Monday 5 December 2016

Nook Simple Touch

Resurrecting an old Nook Touch

In a quest to find some larger e-ink screens for projects I came across the Nook Simple Touch, which features a 600x800 e-ink touch screen.
I picked one up from eBay to potentially steal the screen, or at least hack an interface for a Raspberry Pi or Arduino.
As it happens, the 800MHz processor package isn't too bad to power your own projects. The wireless can hook up the screen to a network and provide an interface most projects without opening the back.

Getting the Nook working

If you are in the UK then B&N have stopped supporting the Nook devices on their book store. This also means you cannot register a device. The first hurdle to overcome is the registration to use the device. It's also a prerequisite to rooting. 

If you ask B&N nicely they will give you the following steps:
1. Turn on and wait for the welcome screen
2. Press the top right page turn button and at the same time swipe across the top of the screen (left to right)
3. The Factory button will appear. Press this to activate the factory settings screen
4. Hold down the same button as before (top right page button) and at the same time tap the bottom right of the screen.
5. A Skip Oobe button will appear as shown in the image below. Press this button.


You can now use the Nook Simple Touch without registration.

As it is the Nook can connect to a PC and PDFs or e-books can be uploaded to the device memory for reading on the screen.

Rooting

Rooting the device allows additional Android applications to be loaded, but don't expect to be loading up the latest apps from the store. The device only supports Android 2.1 and any potential hacks to upgrade will only get as far as Gingerbread.

Nook Manager is one of the many rooting apps available and I found it easy to use. It also allows an SSH server and/or a remote ADB to be run on the device.

I did have success installing the play store and logging in to my account. It does take some time to activate properly. The result were apps, which either crashed or were so old the services they used were no longer available. The BBC News app was the only one I could get working.
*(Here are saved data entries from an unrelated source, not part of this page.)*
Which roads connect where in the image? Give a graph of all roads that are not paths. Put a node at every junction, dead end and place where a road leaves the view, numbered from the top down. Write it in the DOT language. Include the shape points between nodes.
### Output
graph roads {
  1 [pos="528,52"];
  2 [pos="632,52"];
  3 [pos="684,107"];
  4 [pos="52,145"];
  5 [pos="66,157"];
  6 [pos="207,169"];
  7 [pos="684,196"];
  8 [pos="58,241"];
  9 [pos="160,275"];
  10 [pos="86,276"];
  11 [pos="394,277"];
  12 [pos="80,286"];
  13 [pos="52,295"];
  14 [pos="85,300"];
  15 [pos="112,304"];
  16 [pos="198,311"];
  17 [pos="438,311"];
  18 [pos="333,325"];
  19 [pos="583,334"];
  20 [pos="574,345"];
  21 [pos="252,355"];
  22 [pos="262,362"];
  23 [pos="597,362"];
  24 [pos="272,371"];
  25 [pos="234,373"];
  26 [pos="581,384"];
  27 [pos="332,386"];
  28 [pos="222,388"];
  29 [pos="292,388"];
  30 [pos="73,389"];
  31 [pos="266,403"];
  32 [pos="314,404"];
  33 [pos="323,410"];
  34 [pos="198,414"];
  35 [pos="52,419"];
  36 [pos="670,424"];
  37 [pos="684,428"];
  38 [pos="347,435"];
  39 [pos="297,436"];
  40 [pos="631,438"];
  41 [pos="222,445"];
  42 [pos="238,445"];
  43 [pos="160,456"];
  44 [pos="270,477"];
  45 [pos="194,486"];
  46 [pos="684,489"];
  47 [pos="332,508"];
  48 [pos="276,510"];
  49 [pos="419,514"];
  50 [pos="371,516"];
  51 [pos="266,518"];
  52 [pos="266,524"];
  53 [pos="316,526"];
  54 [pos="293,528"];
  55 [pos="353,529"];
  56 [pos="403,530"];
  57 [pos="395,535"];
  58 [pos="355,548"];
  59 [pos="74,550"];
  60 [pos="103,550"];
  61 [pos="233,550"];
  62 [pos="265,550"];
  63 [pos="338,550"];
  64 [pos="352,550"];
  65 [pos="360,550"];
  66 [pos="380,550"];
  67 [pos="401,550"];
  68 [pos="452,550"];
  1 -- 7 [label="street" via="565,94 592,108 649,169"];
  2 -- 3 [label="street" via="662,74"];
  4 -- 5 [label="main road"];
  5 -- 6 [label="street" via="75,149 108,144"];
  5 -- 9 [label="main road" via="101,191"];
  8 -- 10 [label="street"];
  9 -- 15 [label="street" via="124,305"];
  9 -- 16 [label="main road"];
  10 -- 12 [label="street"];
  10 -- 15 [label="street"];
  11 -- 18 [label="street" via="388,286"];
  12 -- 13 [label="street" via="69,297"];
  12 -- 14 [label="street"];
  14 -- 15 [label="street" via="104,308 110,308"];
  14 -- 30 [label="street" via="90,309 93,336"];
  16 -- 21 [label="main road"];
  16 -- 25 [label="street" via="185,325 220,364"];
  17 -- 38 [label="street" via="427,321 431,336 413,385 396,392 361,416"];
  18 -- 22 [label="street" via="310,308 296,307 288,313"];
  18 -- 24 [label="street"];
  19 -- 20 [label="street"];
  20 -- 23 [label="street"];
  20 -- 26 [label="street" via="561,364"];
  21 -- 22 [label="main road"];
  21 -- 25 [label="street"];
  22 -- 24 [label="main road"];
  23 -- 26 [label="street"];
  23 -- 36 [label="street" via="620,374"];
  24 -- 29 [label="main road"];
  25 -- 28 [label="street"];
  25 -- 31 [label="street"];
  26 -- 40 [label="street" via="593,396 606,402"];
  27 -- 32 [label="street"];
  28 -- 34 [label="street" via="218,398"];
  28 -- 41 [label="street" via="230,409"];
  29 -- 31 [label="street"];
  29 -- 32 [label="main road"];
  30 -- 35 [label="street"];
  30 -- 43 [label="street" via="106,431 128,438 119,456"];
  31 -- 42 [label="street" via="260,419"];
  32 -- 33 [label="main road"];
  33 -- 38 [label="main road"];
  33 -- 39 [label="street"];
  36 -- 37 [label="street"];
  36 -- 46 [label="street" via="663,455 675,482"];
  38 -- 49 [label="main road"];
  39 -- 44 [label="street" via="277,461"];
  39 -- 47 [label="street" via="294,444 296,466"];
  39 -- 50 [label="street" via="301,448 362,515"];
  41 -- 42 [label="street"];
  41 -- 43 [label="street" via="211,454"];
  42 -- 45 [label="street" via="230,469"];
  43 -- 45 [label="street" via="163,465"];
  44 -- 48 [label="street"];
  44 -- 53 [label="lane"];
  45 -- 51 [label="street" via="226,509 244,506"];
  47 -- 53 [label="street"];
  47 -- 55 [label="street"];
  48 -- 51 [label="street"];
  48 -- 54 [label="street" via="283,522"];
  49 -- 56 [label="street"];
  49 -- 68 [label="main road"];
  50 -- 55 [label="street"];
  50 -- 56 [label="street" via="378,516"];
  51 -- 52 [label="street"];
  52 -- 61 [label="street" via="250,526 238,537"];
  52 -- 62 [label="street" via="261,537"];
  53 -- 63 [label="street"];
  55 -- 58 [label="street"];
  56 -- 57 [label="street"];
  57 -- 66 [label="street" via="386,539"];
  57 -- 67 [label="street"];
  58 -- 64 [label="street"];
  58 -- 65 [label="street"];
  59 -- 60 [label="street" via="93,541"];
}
On the plus side the Nook Manager app is fairly easy to reverse engineer and is actually a good example to get started on custom code for the Nook Touch. Under the hood there's an Android Linux OS which will run code compiled for the ARM 7 processor so with a bit of cross compilation the device can be made to dance to your tune.

Custom code

Following the Nook Touch example and writing to the frame buffer directly allows 16 bit grey scale images to be displayed. For custom use none of the Android environment is needed. 
The great thing about the Nook is that it boots from the external SD card slot so custom kernels and ramdisk images can be loaded up without overwriting the old Nook system stored in internal memory. 

Managing the uRamdisk images requires a Linux system with dd and mkimage tools or a Window's tool can be downloaded called ImgUtil

Customise the init.rc start up script to run anything you want at start-up. Nook Manager runs a system_ready script when booted.

Example code on the Nook

A little application I've written provides weather reports from Open Weather Map on the Nook screen. 
This writes to the frame buffer directly, reads ZForce inputs from the touch screen and reads inputs from the buttons around the screen.